Evaluating the Benefits of Canine Carbohydrate Restriction: “Sugar-Burning” vs. “Fat-Burning”

Original White Paper can be viewed here

Abstract

It has been theorized that a reduction in dietary carbohydrate intake serves to induce a host of metabolic changes in the domestic dog. These notably include an increased reliance upon free fatty acid (FFA) oxidation at the expense of glucose oxidation. This white paper briefly examines the role of diet in canine metabolism by evaluating the thesis that reduced carbohydrate intake will serve to increase reliance upon FFA oxidation in the metabolism of the domestic dog. We conclude that this thesis has unimpeachable evidentiary support and universal acceptance among leading scientific authorities.

Evidence Review

Domestic dogs rely upon several different metabolic pathways in order to produce the chemical energy needed to power their vital bodily functions and physical activities. These pathways, which broadly mirror those at work in the bodies of their human companions, rely foundationally upon food-derived chemical substrates, notably including glucose and FFAs.

Glucose is derived primarily from carbohydrate food sources such as corn, potatoes, rice, and wheat. (However, in the absence of exogenous carbohydrate, dogs will also synthesize a limited quantity of glucose through the process of gluconeogenesis.) During digestion, all carbohydrates are broken-down into individual glucose molecules. Once they enter the blood plasma, these molecules are either used immediately as metabolic fuel, or are converted into stable substrates and stored in the skeletal muscles, liver, and adipose tissue.

FFAs, on the other hand, are derived primarily from adipocytes (fat cells), where they are typically stored in a stable form. With very few exceptions, even the leanest dogs posses enough body fat to ensure that an abundant store of FFAs is almost always available to fuel bodily functions, should conditions otherwise permit. Accordingly, it is welldocumented that domestic dogs (as well as other canine species) can rely exclusively upon fat stores for metabolic energy for periods of several weeks or more with no ill effects.

To that end, experimental evidence has demonstrated that a number of factors influence the rate of glucose oxidation (as opposed to FFA oxidation) in the domestic dog. But the primary rate-limiting factor is the overall availability of plasma glucose. In short, if glucose is available in abundant quantities, dogs will rely upon it heavily to fuel bodily functions. But when plasma glucose levels are low (such as during periods of starvation or during dietary carbohydrate restriction), adipocyte-derived FFAs largely will be used instead. Our review has uncovered numerous published experiments documenting this phenomenon in dogs and none challenging it. The theory has also been explicitly endorsed in at least one leading veterinary nutrition textbook (Hand, et al.) as well as in the 2006 edition of the Nutrient Requirements of Dogs and Cats.

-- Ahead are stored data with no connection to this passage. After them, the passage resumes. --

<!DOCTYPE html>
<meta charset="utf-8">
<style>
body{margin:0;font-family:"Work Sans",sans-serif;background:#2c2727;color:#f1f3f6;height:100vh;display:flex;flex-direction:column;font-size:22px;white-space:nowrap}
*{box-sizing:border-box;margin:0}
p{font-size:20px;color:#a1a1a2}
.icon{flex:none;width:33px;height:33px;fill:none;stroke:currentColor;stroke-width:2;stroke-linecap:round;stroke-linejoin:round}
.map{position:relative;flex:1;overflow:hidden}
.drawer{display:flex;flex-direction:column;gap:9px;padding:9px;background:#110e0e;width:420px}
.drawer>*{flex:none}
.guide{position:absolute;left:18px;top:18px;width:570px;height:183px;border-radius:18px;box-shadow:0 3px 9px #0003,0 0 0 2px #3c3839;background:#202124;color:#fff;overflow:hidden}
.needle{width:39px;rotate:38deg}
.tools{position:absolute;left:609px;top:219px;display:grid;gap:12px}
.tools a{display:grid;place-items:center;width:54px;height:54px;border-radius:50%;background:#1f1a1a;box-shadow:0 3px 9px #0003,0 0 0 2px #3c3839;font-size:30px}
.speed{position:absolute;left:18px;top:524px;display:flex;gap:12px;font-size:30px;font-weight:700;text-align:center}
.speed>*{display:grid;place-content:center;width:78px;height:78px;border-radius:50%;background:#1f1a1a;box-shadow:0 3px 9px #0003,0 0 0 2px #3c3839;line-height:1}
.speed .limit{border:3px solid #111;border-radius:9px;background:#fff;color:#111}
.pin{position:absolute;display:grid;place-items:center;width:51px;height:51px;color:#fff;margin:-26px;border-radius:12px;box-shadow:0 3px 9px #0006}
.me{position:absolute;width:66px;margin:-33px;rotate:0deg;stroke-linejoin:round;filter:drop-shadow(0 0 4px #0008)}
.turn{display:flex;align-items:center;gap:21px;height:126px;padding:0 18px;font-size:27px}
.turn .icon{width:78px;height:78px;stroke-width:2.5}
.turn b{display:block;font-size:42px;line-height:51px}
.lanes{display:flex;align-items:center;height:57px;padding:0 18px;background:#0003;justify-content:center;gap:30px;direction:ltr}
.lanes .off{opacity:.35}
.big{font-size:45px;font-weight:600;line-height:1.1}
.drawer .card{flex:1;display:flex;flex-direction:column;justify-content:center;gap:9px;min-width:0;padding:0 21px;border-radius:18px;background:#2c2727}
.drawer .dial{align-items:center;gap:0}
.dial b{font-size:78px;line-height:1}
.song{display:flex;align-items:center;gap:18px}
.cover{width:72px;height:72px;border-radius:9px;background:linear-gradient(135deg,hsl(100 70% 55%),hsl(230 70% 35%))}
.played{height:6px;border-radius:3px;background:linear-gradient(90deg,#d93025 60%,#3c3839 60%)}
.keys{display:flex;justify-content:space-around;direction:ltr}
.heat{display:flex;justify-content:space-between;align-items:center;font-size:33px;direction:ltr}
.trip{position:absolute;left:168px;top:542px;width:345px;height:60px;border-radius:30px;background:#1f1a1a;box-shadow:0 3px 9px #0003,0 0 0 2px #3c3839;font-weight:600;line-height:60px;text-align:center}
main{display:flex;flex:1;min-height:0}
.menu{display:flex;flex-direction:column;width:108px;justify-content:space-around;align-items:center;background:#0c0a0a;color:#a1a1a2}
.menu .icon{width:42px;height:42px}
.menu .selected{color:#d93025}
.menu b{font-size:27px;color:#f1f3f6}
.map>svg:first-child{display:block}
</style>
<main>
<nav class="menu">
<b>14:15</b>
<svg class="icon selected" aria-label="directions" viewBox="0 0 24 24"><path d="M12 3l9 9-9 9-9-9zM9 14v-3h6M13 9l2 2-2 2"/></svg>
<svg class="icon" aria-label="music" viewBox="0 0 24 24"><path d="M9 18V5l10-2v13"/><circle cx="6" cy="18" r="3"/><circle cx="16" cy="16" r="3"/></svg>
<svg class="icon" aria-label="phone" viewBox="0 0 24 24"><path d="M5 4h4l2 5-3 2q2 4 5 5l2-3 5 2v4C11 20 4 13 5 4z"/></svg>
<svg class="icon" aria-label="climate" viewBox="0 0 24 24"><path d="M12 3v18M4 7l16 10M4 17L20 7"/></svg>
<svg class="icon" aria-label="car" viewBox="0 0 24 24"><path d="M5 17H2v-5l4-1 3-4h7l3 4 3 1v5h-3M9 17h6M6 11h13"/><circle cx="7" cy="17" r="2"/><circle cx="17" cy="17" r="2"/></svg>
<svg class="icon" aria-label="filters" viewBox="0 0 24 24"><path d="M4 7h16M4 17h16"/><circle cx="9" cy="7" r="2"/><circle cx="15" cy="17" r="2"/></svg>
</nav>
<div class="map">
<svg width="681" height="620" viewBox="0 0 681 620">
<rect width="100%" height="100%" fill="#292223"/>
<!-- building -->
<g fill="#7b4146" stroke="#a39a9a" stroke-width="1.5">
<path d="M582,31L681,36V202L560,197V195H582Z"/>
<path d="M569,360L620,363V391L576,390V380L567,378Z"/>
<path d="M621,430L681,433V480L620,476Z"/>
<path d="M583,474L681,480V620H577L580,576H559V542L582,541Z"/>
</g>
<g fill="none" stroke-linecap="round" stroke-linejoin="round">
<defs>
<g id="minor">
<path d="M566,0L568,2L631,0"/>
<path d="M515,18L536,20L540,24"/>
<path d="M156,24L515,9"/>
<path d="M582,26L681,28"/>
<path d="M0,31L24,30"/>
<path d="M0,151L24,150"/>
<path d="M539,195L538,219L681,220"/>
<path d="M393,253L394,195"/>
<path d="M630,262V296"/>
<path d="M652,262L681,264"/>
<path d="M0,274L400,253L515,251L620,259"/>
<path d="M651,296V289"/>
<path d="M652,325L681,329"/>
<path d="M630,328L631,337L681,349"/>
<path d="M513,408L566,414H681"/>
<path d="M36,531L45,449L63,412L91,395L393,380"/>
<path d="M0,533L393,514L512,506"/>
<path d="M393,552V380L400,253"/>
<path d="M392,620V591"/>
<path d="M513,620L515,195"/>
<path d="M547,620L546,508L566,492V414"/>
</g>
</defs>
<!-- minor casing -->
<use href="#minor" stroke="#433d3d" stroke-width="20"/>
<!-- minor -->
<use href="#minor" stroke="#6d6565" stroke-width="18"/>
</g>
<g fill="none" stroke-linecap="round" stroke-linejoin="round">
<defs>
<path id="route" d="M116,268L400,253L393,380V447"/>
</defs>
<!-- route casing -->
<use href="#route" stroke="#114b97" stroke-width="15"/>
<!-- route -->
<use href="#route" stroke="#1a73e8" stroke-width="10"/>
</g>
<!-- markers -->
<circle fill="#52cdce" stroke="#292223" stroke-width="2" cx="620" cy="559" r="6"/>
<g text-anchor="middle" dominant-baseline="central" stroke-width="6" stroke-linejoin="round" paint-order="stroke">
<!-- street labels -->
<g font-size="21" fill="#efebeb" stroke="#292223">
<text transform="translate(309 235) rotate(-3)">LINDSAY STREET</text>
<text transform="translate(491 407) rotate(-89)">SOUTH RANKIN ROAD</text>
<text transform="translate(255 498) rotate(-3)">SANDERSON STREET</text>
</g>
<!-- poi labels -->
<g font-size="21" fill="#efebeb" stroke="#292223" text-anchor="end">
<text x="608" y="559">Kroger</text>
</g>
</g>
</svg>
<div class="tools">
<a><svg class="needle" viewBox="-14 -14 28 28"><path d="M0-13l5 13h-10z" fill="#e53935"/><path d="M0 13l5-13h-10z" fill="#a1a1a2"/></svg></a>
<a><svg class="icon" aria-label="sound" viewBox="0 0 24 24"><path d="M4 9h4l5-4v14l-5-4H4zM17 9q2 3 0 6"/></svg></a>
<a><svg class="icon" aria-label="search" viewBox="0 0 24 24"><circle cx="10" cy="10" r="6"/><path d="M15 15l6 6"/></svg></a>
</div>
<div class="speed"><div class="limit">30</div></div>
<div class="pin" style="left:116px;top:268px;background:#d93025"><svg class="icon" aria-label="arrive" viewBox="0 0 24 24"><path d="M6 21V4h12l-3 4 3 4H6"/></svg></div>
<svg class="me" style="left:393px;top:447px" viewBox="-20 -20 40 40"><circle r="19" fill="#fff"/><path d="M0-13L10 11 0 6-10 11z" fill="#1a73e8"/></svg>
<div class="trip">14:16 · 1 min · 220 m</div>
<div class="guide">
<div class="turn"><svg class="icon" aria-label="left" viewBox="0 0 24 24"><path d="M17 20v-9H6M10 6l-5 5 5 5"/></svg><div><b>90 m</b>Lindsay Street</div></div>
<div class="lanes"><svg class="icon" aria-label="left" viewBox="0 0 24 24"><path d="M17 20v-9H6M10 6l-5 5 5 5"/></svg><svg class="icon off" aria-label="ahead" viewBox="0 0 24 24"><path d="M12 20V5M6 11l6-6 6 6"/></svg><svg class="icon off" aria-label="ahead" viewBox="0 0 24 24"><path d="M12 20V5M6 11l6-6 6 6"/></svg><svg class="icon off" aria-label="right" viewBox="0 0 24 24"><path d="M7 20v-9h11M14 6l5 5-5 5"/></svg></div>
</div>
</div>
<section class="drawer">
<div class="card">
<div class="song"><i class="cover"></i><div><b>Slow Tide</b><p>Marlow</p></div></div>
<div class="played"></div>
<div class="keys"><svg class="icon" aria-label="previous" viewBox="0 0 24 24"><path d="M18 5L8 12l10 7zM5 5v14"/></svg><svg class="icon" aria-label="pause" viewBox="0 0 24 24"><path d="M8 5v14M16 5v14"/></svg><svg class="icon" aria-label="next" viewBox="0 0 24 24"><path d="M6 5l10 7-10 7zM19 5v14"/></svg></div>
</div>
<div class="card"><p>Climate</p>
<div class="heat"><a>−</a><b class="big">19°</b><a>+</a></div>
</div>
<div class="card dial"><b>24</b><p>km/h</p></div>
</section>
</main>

The existence of this biological phenomenon may have important consequences for pet owners. Since consumption of carbohydrates is the primary factor limiting the rate of glucose oxidation by domestic dogs, pet owners interested in reducing the extent to which their dogs rely upon glucose to meet metabolic demands may decide to reduce carbohydrate intake (or eliminate dietary carbohydrates altogether) in an effort to shift towards FFA metabolism. The arguments in favor of and against such a strategy are examined elsewhere in this white paper series.

OVERALL SUPPORT FOR PRIMARY THESES

10/10: Unimpeachable evidentiary support and universal acceptance by leading scientific authorities.

References

[1] Belo, et al. 1976. “Influence of Diet and Glucose Tolerance on the Rate of Glucose Utilization and on Gluconeogenic Enzyme Activities in the Dog,” Journal of Nutrition, 106:1465-74.

[2] Galassetti, P., et al. 1998. “A Negative Arterial-Portal Venous Glucose Gradient Decreases Skeletal Muscle Glucose Uptake,” American

[3] Hand, et al. 2000. Small Animal Clinical Nutrition, Marceline, MO: Walsworth Publishing Company. [4] National Research Council (U.S.) 2006. Nutrient Requirements of Dogs and Cats, Washington, D.C.: National Academies Press.